WORK INSTRUCTIONS
Search the records for "Avenue". Copy every line where it appears.

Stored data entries
§
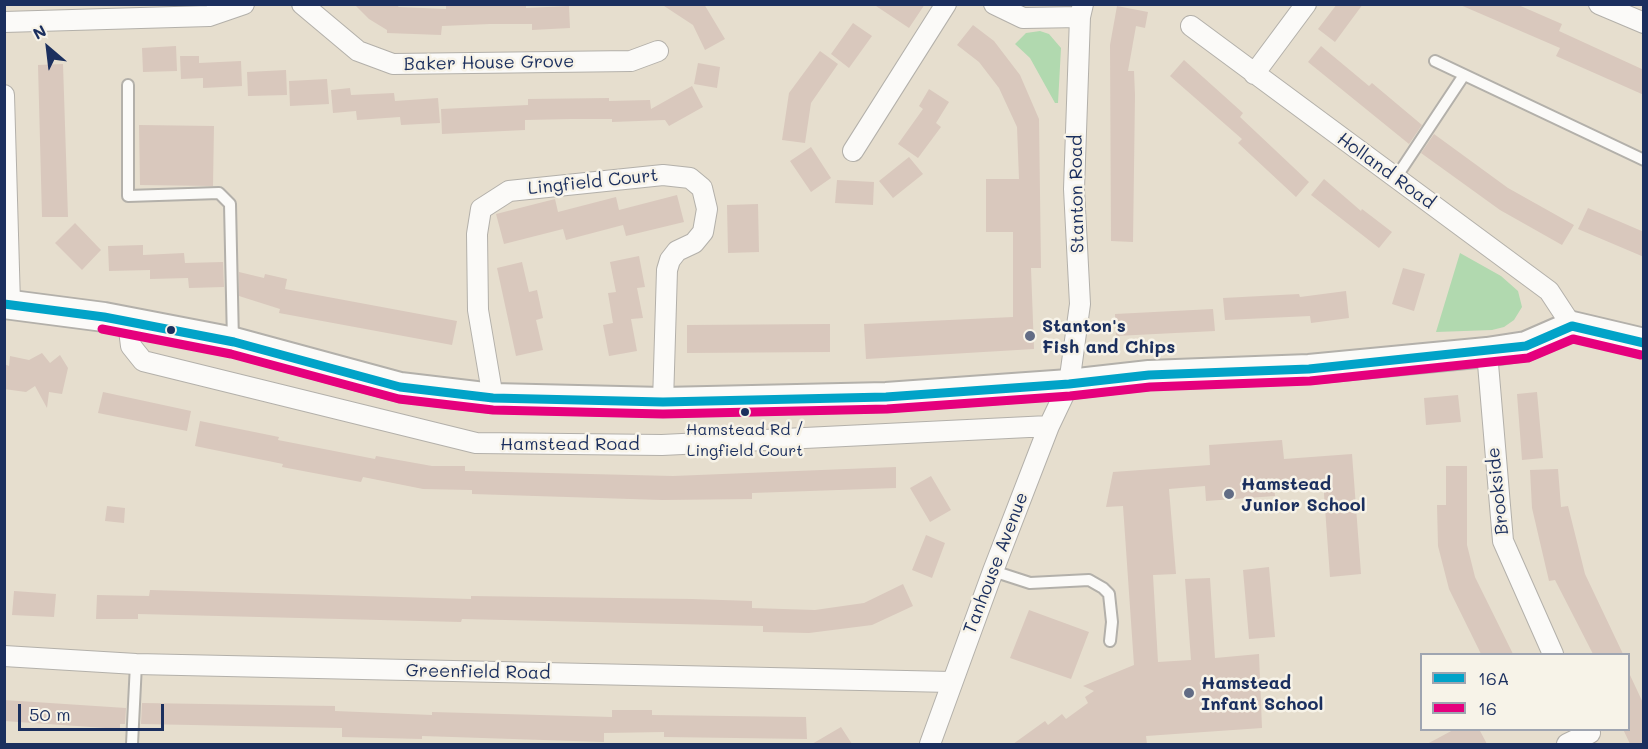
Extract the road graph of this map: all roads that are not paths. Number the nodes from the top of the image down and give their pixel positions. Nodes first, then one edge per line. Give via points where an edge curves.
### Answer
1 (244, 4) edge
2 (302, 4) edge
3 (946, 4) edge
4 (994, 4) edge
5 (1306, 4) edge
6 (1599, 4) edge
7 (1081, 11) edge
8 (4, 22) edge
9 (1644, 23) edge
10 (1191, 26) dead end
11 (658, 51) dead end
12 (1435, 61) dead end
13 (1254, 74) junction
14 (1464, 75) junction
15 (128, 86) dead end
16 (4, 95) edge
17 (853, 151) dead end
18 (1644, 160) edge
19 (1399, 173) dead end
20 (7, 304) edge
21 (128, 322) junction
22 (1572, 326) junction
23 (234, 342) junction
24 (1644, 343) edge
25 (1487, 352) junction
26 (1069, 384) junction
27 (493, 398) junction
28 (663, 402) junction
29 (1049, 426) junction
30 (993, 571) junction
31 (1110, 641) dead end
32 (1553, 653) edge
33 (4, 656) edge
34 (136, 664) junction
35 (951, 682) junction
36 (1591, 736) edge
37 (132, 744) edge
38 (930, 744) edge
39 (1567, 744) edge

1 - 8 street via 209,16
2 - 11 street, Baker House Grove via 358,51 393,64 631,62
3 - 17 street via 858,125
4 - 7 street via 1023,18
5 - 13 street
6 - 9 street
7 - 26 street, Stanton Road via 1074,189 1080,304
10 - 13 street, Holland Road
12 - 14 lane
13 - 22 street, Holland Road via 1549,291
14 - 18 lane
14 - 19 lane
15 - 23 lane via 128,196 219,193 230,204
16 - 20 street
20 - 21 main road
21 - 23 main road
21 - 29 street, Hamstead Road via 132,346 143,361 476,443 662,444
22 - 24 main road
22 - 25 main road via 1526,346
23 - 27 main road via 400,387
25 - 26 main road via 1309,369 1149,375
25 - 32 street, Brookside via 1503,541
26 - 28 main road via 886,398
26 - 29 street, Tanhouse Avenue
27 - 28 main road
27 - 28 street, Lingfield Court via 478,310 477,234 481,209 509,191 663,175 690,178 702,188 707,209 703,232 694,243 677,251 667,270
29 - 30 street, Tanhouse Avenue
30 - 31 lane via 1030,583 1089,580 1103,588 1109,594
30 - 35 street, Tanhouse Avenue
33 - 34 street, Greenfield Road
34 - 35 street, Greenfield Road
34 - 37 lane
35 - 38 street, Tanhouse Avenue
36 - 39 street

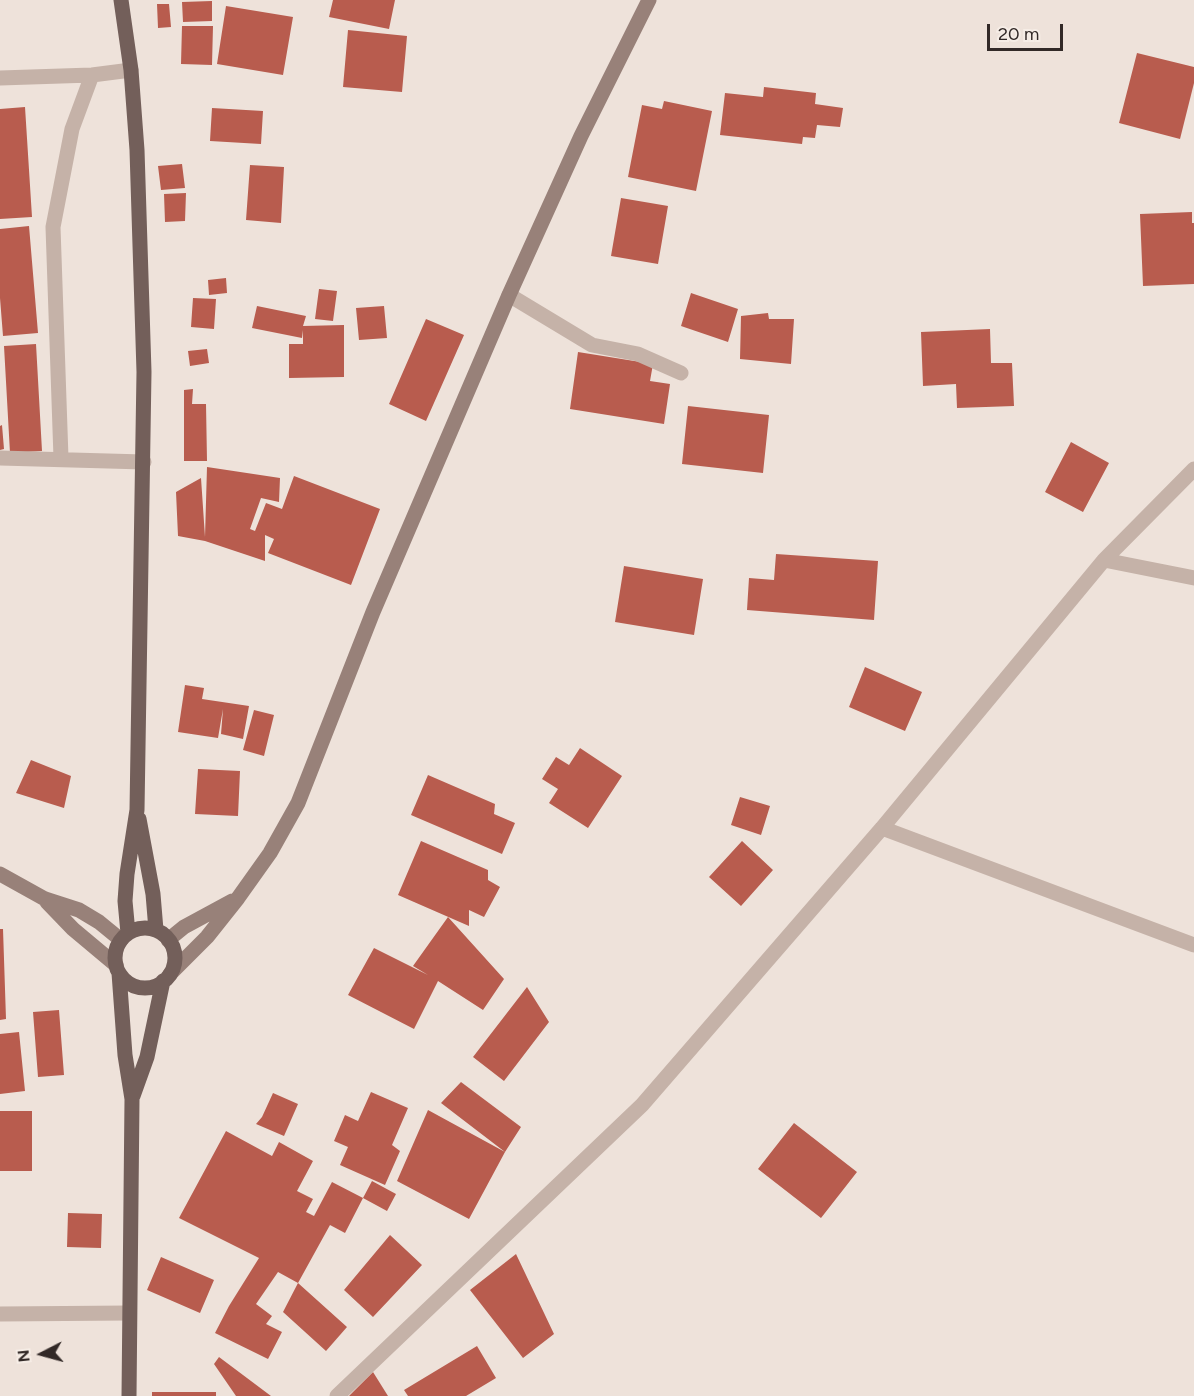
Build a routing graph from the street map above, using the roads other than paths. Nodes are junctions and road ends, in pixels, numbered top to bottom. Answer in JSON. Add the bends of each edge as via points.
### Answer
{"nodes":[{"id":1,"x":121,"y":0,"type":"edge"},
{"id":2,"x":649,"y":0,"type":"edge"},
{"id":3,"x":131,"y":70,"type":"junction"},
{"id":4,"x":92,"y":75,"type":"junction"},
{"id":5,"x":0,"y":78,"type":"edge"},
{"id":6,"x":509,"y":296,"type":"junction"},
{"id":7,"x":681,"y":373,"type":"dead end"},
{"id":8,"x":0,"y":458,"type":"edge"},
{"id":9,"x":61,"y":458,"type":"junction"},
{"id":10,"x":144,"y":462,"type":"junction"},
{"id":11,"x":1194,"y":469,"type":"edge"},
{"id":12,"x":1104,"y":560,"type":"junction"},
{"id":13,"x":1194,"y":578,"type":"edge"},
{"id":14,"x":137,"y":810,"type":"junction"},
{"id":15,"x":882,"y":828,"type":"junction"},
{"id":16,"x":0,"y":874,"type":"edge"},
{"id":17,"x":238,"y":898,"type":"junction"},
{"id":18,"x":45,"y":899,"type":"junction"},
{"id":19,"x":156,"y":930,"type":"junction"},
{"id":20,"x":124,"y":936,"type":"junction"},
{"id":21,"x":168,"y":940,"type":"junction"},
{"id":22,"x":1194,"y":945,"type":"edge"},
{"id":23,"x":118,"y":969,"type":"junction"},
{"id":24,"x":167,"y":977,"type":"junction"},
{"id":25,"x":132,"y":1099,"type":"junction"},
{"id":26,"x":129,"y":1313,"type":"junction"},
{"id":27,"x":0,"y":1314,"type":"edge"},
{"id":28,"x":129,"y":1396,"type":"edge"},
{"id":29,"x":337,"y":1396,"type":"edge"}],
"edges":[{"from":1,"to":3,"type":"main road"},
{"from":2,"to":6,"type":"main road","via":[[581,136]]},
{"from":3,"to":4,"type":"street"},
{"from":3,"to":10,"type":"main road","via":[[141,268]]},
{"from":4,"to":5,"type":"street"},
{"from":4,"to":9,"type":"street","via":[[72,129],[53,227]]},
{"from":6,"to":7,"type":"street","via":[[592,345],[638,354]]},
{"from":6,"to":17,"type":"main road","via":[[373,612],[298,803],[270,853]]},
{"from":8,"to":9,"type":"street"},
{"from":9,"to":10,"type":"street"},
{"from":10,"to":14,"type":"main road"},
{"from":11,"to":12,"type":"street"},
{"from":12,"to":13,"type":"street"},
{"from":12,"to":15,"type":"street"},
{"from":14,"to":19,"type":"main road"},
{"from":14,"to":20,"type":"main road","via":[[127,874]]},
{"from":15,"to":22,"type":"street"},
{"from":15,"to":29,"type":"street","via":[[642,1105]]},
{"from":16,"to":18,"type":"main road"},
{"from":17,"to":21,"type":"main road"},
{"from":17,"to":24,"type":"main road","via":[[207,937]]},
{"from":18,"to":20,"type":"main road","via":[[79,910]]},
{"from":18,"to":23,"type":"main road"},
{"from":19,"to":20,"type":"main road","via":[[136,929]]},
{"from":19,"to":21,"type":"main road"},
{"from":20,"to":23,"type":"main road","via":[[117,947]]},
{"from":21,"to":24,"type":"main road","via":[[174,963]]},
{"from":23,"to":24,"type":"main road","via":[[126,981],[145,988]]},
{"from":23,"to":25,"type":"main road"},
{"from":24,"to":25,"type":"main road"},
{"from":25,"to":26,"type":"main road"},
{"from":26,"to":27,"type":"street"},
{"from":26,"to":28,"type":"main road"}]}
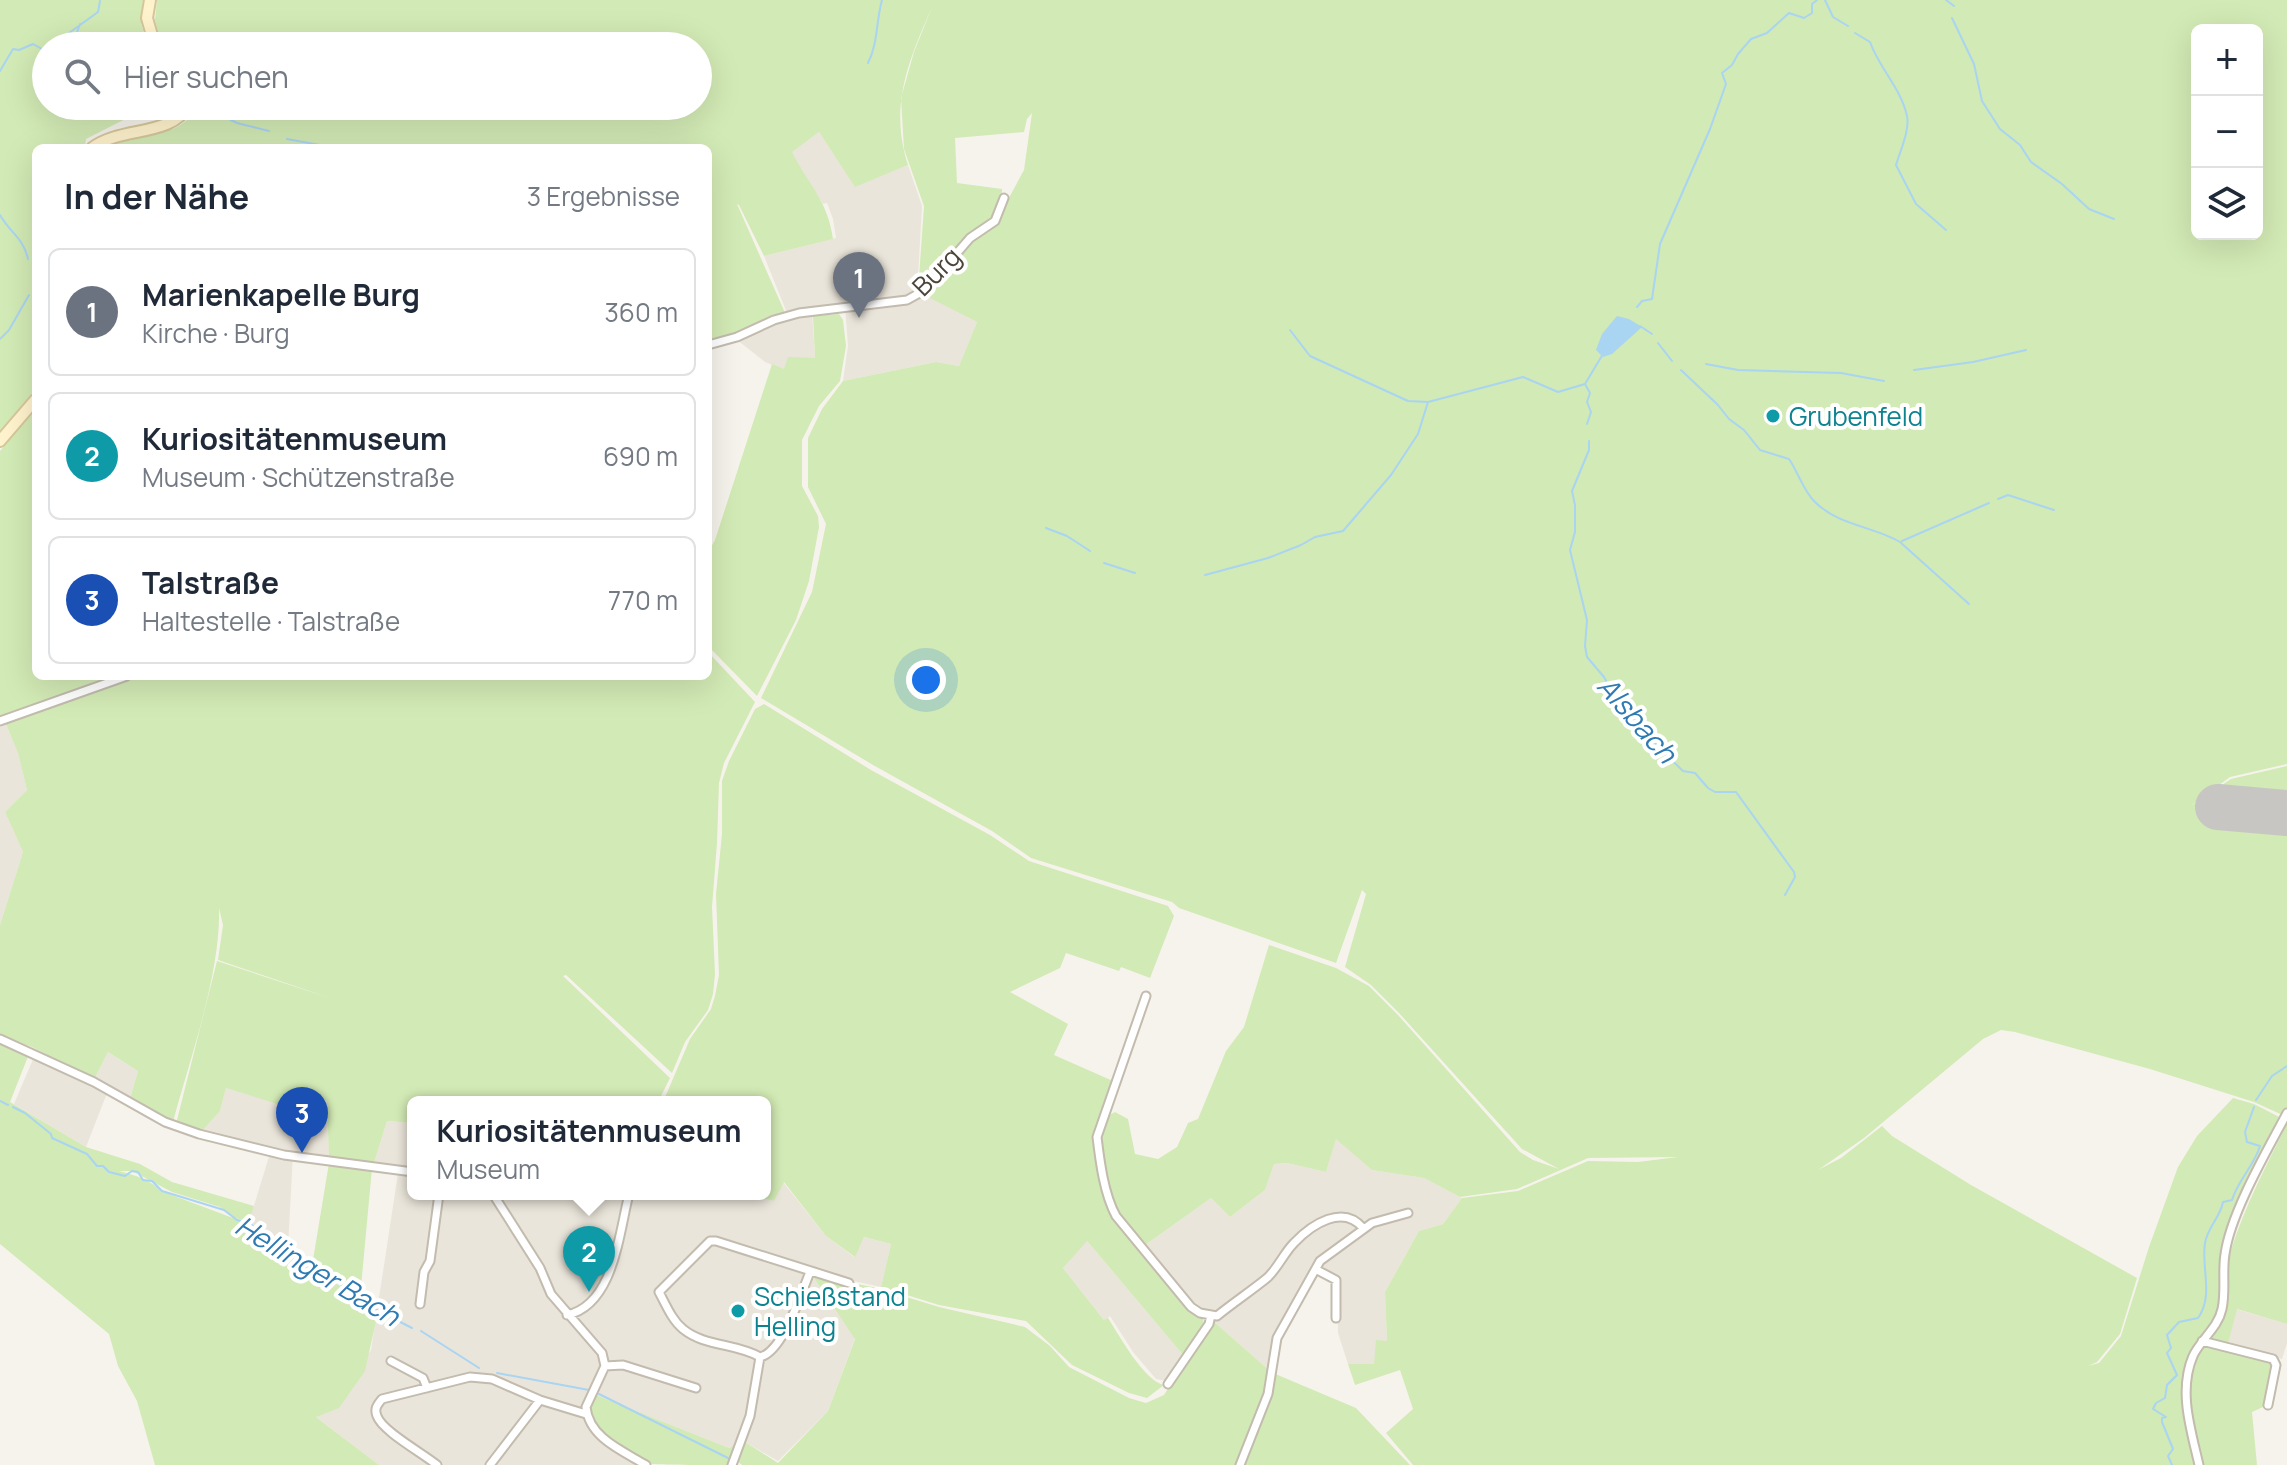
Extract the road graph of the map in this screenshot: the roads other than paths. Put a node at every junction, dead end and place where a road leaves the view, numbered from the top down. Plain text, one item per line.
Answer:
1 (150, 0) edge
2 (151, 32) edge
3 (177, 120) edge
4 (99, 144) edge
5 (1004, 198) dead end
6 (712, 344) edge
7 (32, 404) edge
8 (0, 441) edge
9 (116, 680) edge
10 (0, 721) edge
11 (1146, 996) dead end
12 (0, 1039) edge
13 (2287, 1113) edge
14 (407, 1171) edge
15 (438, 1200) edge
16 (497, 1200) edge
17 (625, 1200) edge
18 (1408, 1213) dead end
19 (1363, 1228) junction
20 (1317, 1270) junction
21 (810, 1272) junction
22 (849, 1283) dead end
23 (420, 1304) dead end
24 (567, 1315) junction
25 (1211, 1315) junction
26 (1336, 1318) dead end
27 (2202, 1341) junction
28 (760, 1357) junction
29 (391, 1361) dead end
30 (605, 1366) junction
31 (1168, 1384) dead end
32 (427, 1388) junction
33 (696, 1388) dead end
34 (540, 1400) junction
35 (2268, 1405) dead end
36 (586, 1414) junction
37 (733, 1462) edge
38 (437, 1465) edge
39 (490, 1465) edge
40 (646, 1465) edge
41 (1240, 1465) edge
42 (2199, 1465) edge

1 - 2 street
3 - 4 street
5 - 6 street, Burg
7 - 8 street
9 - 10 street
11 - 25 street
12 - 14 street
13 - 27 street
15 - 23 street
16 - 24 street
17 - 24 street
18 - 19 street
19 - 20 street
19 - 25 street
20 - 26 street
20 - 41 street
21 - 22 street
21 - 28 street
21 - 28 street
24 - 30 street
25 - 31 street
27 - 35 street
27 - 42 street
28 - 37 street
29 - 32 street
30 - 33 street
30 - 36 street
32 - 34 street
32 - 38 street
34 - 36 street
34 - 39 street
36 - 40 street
§
WRITTEN RESPONSE
26 - 29 street, Tanhouse Avenue
29 - 30 street, Tanhouse Avenue
30 - 35 street, Tanhouse Avenue
35 - 38 street, Tanhouse Avenue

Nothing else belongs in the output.